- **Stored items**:
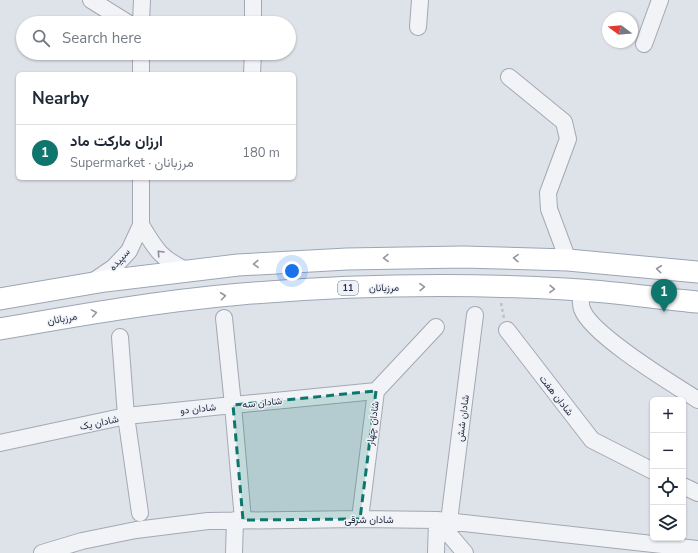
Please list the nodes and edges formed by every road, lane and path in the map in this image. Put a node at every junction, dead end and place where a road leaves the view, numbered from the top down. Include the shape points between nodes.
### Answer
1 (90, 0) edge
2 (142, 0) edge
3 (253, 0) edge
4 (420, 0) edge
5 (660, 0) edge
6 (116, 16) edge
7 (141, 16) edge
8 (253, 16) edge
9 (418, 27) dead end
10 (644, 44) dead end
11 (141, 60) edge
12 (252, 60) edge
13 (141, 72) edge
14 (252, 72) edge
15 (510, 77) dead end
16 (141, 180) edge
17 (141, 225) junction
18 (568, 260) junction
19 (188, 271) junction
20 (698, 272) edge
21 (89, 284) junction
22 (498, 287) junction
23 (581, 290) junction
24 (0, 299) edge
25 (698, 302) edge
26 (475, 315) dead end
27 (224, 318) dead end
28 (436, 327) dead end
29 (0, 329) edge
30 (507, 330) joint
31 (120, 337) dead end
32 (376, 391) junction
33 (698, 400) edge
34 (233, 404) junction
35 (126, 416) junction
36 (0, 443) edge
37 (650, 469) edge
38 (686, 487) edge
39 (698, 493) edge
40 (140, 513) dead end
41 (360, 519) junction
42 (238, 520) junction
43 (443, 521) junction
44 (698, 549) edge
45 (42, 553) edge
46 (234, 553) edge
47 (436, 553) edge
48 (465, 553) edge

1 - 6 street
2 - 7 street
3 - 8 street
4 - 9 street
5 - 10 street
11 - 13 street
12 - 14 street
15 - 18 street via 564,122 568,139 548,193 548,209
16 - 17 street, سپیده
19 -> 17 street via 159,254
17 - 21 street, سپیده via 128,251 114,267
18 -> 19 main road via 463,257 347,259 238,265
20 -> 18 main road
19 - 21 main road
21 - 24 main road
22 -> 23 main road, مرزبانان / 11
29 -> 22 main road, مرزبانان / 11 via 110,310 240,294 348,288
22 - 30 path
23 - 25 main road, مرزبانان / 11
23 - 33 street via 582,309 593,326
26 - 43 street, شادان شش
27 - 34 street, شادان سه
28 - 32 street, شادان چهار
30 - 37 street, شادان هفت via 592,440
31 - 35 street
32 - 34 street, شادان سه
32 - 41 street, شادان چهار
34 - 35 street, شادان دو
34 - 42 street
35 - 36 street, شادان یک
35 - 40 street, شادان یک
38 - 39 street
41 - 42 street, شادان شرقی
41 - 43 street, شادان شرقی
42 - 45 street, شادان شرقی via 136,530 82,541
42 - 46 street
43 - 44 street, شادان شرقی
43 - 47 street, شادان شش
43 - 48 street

---

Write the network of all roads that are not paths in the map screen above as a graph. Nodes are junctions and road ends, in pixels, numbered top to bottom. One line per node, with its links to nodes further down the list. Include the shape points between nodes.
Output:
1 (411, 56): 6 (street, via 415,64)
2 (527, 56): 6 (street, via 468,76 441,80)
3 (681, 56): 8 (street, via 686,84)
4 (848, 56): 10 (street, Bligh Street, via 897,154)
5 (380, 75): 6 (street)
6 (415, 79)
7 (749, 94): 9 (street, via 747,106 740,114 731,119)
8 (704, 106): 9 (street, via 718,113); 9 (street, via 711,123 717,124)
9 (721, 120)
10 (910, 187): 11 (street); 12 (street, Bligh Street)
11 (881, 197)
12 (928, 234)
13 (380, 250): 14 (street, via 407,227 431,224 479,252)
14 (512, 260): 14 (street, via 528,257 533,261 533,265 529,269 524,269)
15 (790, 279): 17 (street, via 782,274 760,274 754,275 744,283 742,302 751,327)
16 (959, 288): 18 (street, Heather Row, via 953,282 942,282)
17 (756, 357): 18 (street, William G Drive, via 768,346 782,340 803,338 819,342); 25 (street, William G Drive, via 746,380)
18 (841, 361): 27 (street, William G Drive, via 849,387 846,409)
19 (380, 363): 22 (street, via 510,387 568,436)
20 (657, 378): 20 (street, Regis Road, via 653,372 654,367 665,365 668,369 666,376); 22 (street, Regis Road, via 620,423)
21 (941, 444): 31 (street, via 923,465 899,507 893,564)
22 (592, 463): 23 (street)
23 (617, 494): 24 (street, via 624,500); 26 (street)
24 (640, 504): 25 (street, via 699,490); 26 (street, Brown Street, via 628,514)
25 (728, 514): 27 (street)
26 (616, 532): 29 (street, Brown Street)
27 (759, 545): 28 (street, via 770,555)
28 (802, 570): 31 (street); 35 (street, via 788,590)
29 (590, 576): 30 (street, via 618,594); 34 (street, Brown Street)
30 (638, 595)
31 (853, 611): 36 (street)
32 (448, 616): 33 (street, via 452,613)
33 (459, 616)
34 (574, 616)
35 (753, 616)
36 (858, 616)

* * *

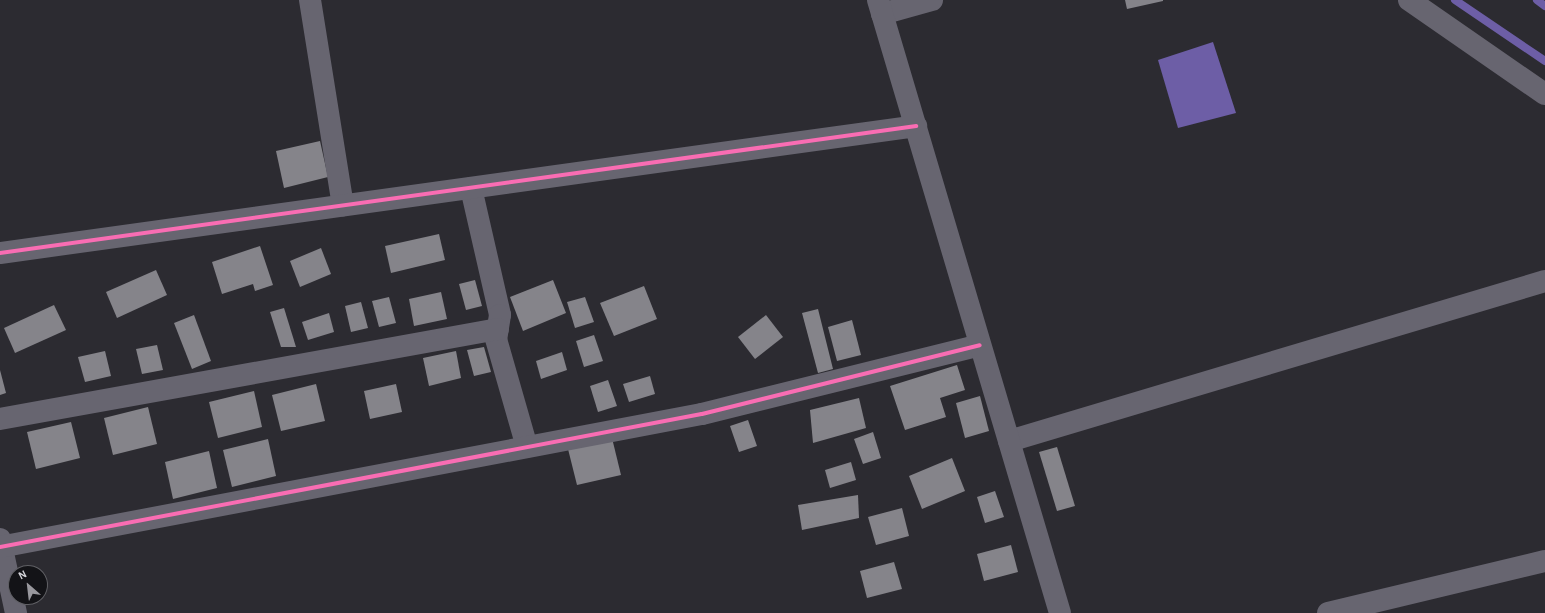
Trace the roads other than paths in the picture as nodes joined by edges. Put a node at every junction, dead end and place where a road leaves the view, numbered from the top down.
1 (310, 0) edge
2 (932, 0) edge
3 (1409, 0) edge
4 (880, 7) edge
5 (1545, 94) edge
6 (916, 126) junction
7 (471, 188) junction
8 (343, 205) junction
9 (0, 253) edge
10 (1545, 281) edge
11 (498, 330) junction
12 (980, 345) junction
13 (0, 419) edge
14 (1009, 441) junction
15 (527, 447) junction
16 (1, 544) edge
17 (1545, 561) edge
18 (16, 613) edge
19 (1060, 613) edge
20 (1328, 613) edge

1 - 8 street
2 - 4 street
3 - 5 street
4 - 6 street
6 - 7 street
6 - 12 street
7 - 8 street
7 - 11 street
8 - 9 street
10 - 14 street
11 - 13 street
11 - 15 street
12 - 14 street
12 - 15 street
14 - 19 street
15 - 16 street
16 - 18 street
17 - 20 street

- **WHAT THE EXERCISE ASKS**: Which lines above contain "between"? Show each of them.

- **TASK RESPONSE**:
Please list the nodes and edges formed by every road, lane and path in the map in this image. Put a node at every junction, dead end and place where a road leaves the view, numbered from the top down. Include the shape points between nodes.
Write the network of all roads that are not paths in the map screen above as a graph. Nodes are junctions and road ends, in pixels, numbered top to bottom. One line per node, with its links to nodes further down the list. Include the shape points between nodes.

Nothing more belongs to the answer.